It may “upgrade itself step by step, merging with robots and computers in the process, until our descendants will look back and realize that they are no longer the kind of animal that wrote the Bible (or) built the Great Wall of China.” This would necessarily involve the concentration of data, wealth and power, creating “unprecedented social inequality.”
“In the early 21st century,” argues Harari, “the train of progress is again pulling out of the station — and this will probably be the last train ever to leave the station called Homo sapiens.”
Few of us Homo sapiens are anxious to take such a trip, apart from some “dataists” who pant for the apocalypse. But, as Harari repeatedly insists, the prophet’s job is really an impossible one. Someone living in the 12th century would know most of what the 13th century might have to offer. Given the pace of change in our time, the 22nd century is almost unimaginable.
Yet the predictions are not the most interesting bits of the book.

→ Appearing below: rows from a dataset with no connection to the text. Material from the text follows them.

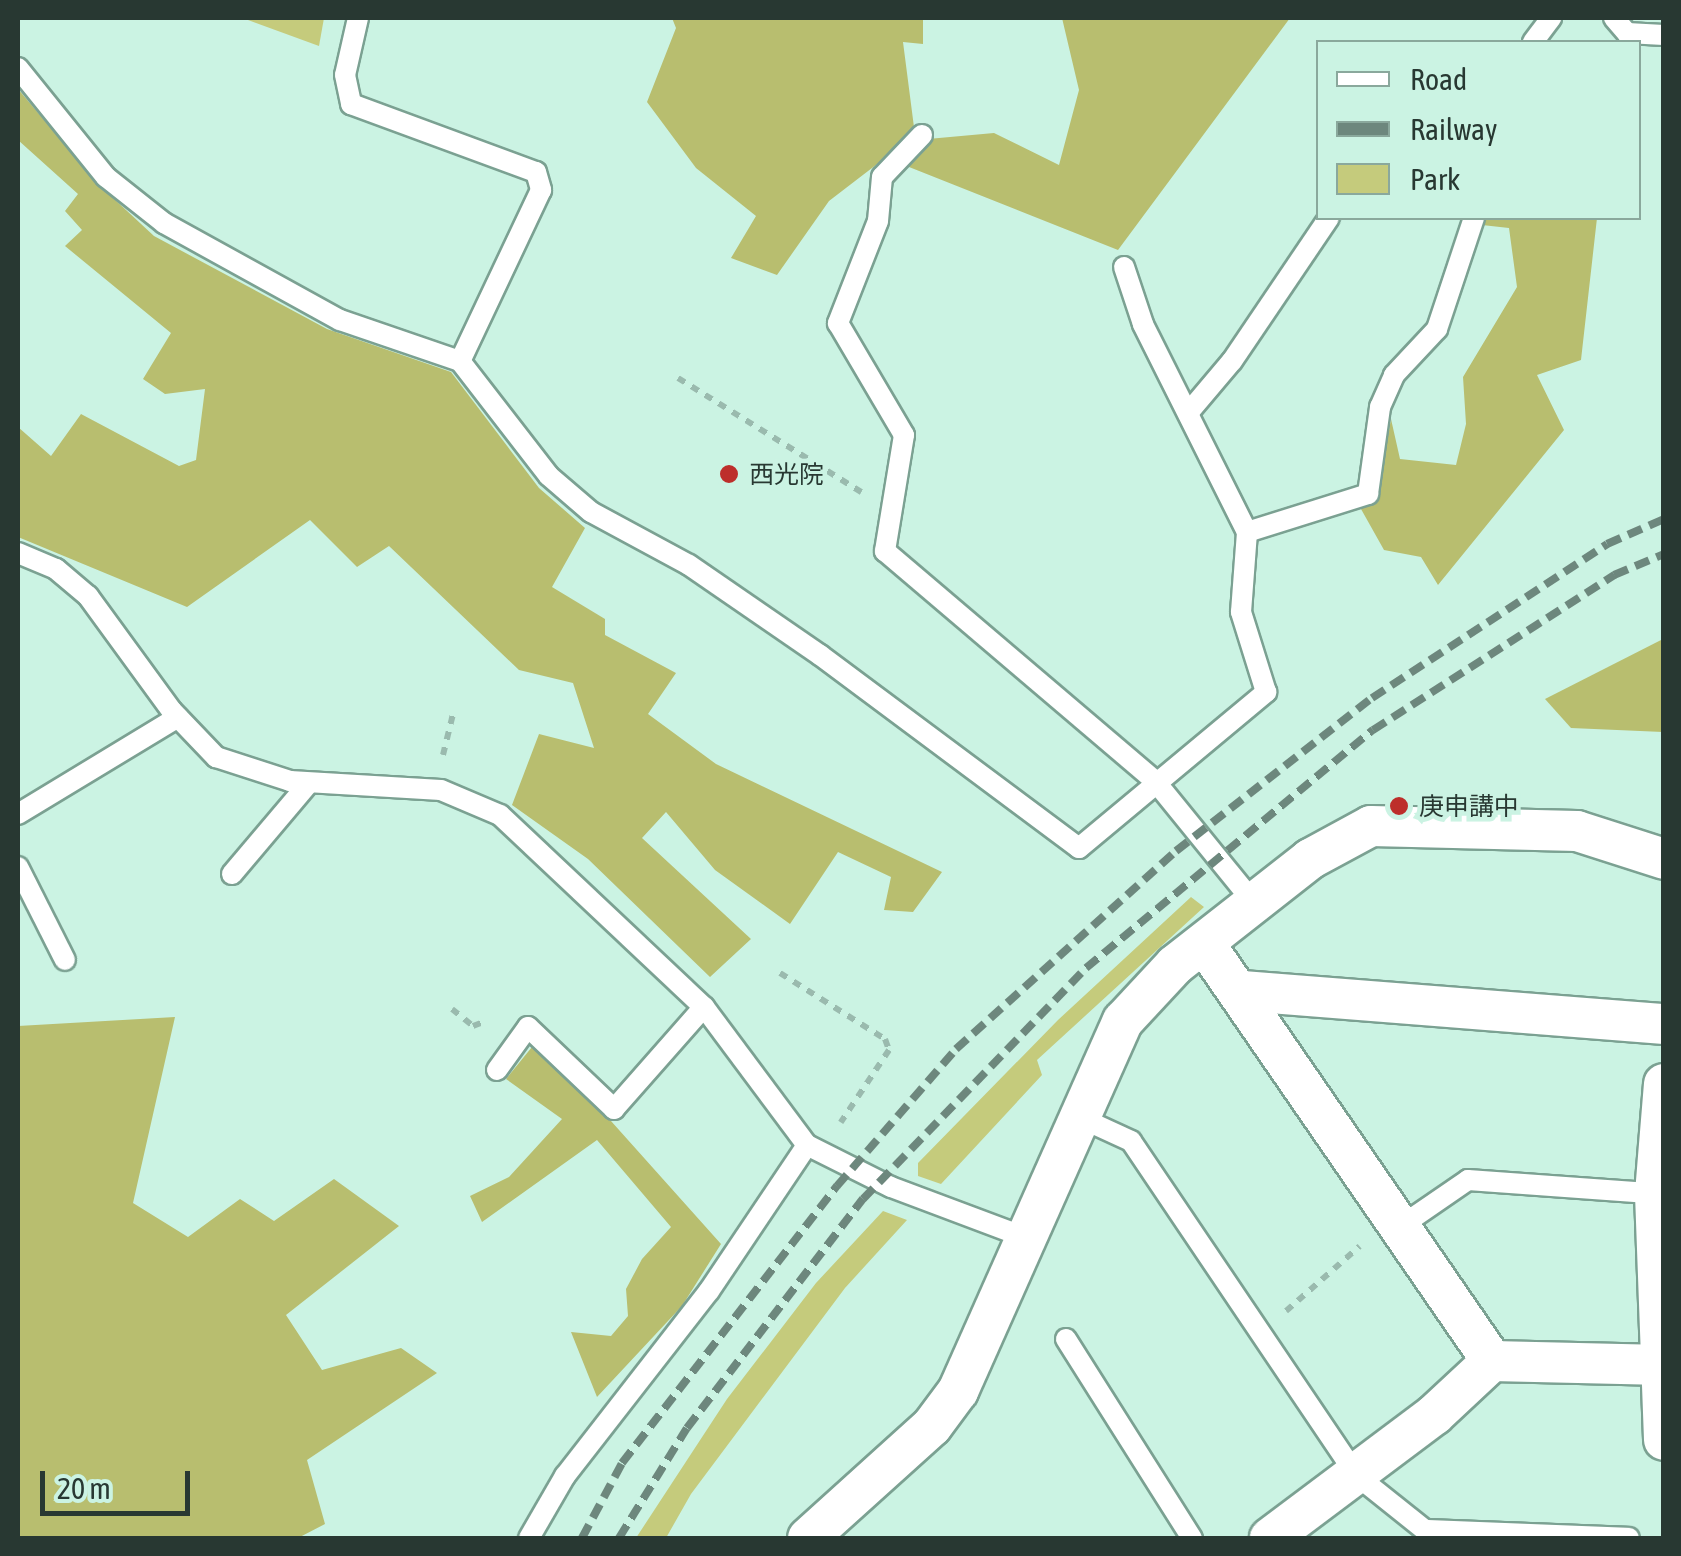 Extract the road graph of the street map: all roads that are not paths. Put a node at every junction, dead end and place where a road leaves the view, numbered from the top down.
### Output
1 (358, 18) edge
2 (1551, 18) edge
3 (1614, 18) edge
4 (1664, 35) edge
5 (1534, 40) edge
6 (18, 68) edge
7 (922, 135) dead end
8 (1328, 220) edge
9 (1473, 220) edge
10 (1124, 268) dead end
11 (460, 361) junction
12 (1188, 413) junction
13 (1246, 532) junction
14 (18, 553) edge
15 (178, 717) junction
16 (1155, 781) junction
17 (308, 783) junction
18 (18, 814) edge
19 (1664, 859) edge
20 (18, 868) edge
21 (232, 874) dead end
22 (1254, 903) junction
23 (1204, 943) junction
24 (65, 960) dead end
25 (1243, 991) junction
26 (704, 1006) junction
27 (1664, 1024) edge
28 (497, 1070) dead end
29 (1664, 1084) edge
30 (1082, 1118) junction
31 (813, 1148) junction
32 (1659, 1194) edge
33 (1398, 1221) junction
34 (1029, 1238) junction
35 (1066, 1338) dead end
36 (1492, 1361) junction
37 (1662, 1365) edge
38 (1664, 1440) edge
39 (1356, 1475) junction
40 (528, 1538) edge
41 (808, 1538) edge
42 (1192, 1538) edge
43 (1270, 1538) edge
44 (1629, 1538) edge

1 - 11 lane
2 - 5 lane
3 - 4 lane
6 - 11 lane
7 - 16 lane
8 - 12 lane
9 - 13 lane
10 - 12 lane
11 - 16 lane
12 - 13 lane
13 - 16 lane
14 - 15 lane
15 - 17 lane
15 - 18 lane
16 - 22 lane
17 - 21 lane
17 - 26 lane
19 - 22 street
20 - 24 lane
22 - 23 street
23 - 25 street
23 - 30 street
25 - 27 street
25 - 33 street
26 - 28 lane
26 - 31 lane
29 - 32 street
30 - 34 street
30 - 39 lane
31 - 34 lane
31 - 40 lane
32 - 33 lane
32 - 37 street
33 - 36 street
34 - 41 street
35 - 42 lane
36 - 37 street
36 - 39 street
37 - 38 street
39 - 43 street
39 - 44 lane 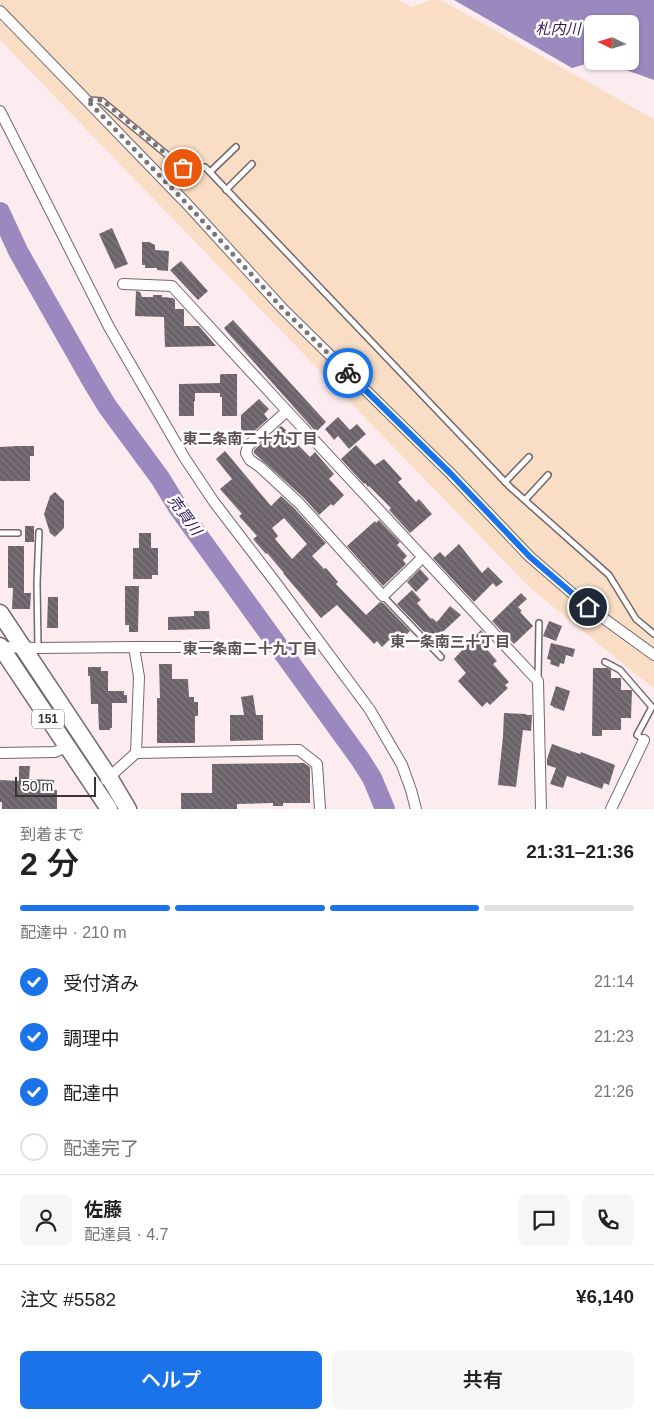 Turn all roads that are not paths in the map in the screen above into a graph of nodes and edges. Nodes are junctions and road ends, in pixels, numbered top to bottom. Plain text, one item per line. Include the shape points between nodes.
1 (0, 11) edge
2 (87, 100) junction
3 (0, 111) edge
4 (236, 147) dead end
5 (252, 164) dead end
6 (210, 172) junction
7 (226, 190) junction
8 (123, 284) dead end
9 (286, 411) junction
10 (529, 458) dead end
11 (548, 475) dead end
12 (505, 482) junction
13 (524, 500) junction
14 (39, 532) dead end
15 (0, 533) edge
16 (18, 533) dead end
17 (422, 557) junction
18 (383, 596) junction
19 (0, 613) edge
20 (539, 623) dead end
21 (654, 634) edge
22 (0, 647) edge
23 (134, 647) junction
24 (224, 647) dead end
25 (31, 648) junction
26 (654, 655) edge
27 (441, 657) dead end
28 (605, 662) dead end
29 (538, 682) junction
30 (644, 740) joint
31 (66, 746) junction
32 (0, 753) edge
33 (136, 753) junction
34 (109, 777) junction
35 (96, 789) junction
36 (109, 809) edge
37 (128, 809) edge
38 (320, 809) edge
39 (416, 809) edge
40 (541, 809) edge
41 (611, 809) edge

1 - 2 street
2 - 6 lane via 102,100 183,168 193,172 205,167
2 - 26 street via 283,309 451,474 530,557 588,607
3 - 39 street via 109,327 184,457 370,710 402,765
4 - 6 lane
5 - 7 lane
6 - 7 lane
7 - 12 lane
8 - 9 street via 172,286
9 - 17 street
9 - 18 street via 248,446 246,453 299,503
10 - 12 lane
11 - 13 lane
12 - 13 lane
13 - 21 lane via 609,575 636,619
14 - 25 lane
15 - 16 lane
17 - 18 street
17 - 29 street
18 - 27 lane
19 - 25 main road, 151
20 - 29 lane
22 - 25 street
22 - 31 main road, 151
23 - 24 street
23 - 25 street
23 - 33 street via 139,677
25 - 34 main road, 151
28 - 30 lane via 620,670 652,706 637,735
29 - 40 street
30 - 41 street
31 - 32 street via 55,752
31 - 35 main road, 151
33 - 34 street
33 - 38 street via 299,750 317,764
34 - 35 street
34 - 37 main road, 151
35 - 36 main road, 151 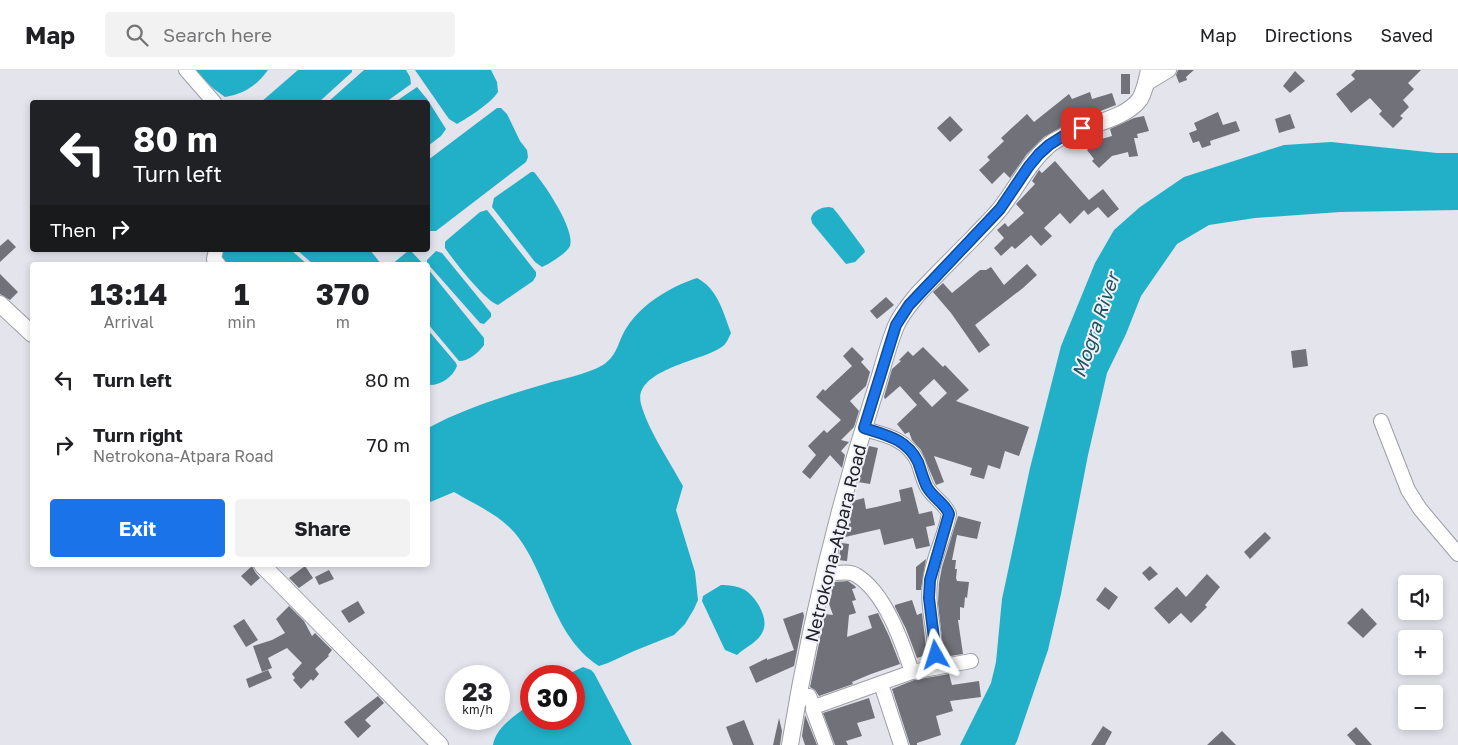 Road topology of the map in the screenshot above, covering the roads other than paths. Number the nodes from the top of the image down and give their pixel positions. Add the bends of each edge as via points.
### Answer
1 (186, 70) edge
2 (1169, 70) edge
3 (1148, 77) edge
4 (212, 100) edge
5 (0, 304) edge
6 (30, 332) edge
7 (1381, 421) dead end
8 (864, 428) junction
9 (1458, 554) edge
10 (264, 567) edge
11 (825, 574) junction
12 (971, 661) dead end
13 (934, 668) junction
14 (912, 672) junction
15 (881, 684) junction
16 (797, 699) junction
17 (814, 707) junction
18 (440, 745) edge
19 (790, 745) edge
20 (826, 745) edge
21 (901, 745) edge

1 - 4 street
2 - 3 street
3 - 8 street, Netrokona-Atpara Road via 1134,105 1122,113 1068,133 1049,145 1029,166 1000,209 909,305 896,325
5 - 6 street
7 - 9 street via 1408,490
8 - 11 street, Netrokona-Atpara Road
8 - 13 street via 904,444 917,460 928,487 949,514 930,580 936,655
10 - 18 street
11 - 14 street via 854,574 873,590 886,608
11 - 16 street, Netrokona-Atpara Road
12 - 13 street
13 - 14 street
14 - 15 street
15 - 17 street
15 - 21 street
16 - 17 street via 809,696
16 - 19 street, Netrokona-Atpara Road
17 - 20 street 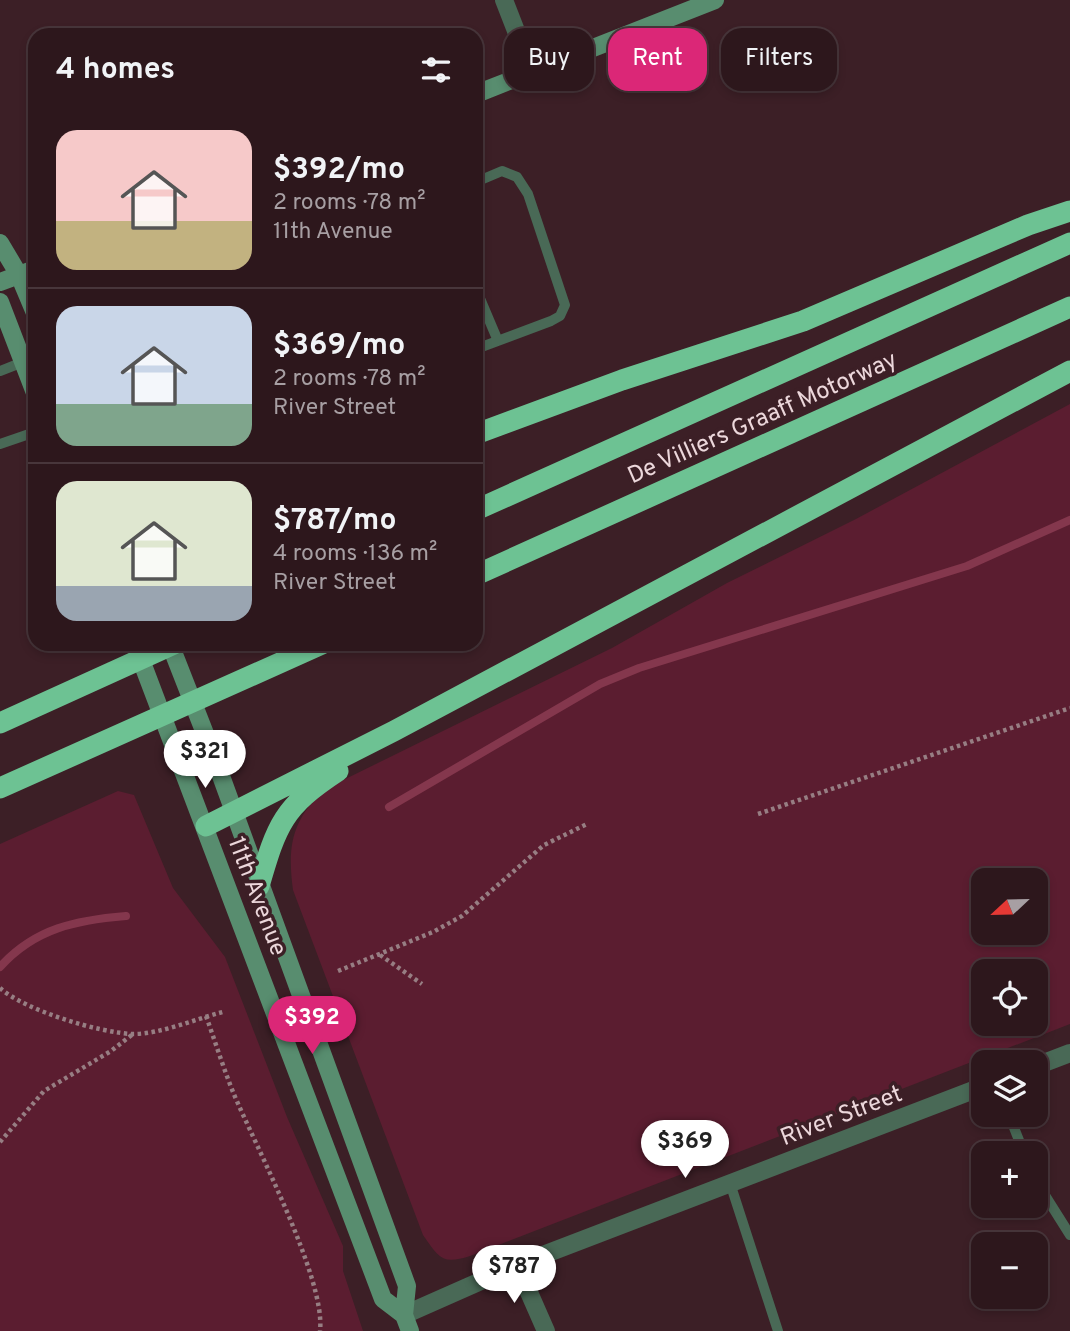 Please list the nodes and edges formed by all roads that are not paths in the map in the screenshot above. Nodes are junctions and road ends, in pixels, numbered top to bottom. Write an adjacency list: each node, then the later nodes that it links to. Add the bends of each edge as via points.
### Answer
1 (504, 0): 3 (street)
2 (715, 0): 4 (main road)
3 (515, 28)
4 (594, 48)
5 (504, 83): 6 (main road)
6 (483, 91)
7 (483, 179): 16 (lane, via 502,171 517,177 528,194 565,305 551,321)
8 (1070, 211): 22 (highway, via 803,321)
9 (0, 243): 11 (main road)
10 (1070, 243): 25 (highway)
11 (27, 272): 12 (main road)
12 (0, 282)
13 (0, 302): 18 (main road)
14 (483, 306): 16 (lane)
15 (1070, 307): 26 (highway, De Villiers Graaff Motorway)
16 (498, 341): 17 (lane)
17 (483, 346)
18 (23, 362): 19 (lane); 21 (main road)
19 (0, 371)
20 (1070, 371): 32 (highway)
21 (28, 375)
22 (483, 431)
23 (28, 434): 24 (lane)
24 (0, 444)
25 (483, 507)
26 (483, 572)
27 (138, 651): 35 (main road, 11th Avenue)
28 (157, 651): 31 (highway)
29 (175, 651): 34 (main road, 11th Avenue)
30 (306, 651): 33 (highway)
31 (0, 723)
32 (394, 731): 34 (highway); 36 (highway, via 293,804 276,830)
33 (0, 788)
34 (233, 813): 35 (highway); 36 (main road, 11th Avenue)
35 (206, 826): 44 (main road, 11th Avenue, via 383,1299)
36 (259, 886): 44 (main road, 11th Avenue, via 407,1286)
37 (1070, 1053): 38 (street)
38 (1048, 1061)
39 (971, 1091): 40 (street, River Street)
40 (730, 1183): 43 (street, River Street); 46 (lane)
41 (1048, 1200): 42 (lane)
42 (1070, 1236)
43 (517, 1265): 44 (street, River Street); 45 (street)
44 (407, 1323)
45 (545, 1331)
46 (778, 1331)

It is important primarily for what it says about the present. For the past few hundred years, in Harari’s telling, there has been a successful alliance between scientific thought and humanism — a philosophy placing human feelings, happiness and choice at the center of the ethical universe. With the death of God and the denial of transcendent rules, some predicted social chaos and collapse. Instead, science and humanism (with an assist from capitalism) delivered unprecedented health and comfort.
This progress has involved an implicit agreement, “In exchange for power,” says Harari, “the modern deal expects us to give up meaning.”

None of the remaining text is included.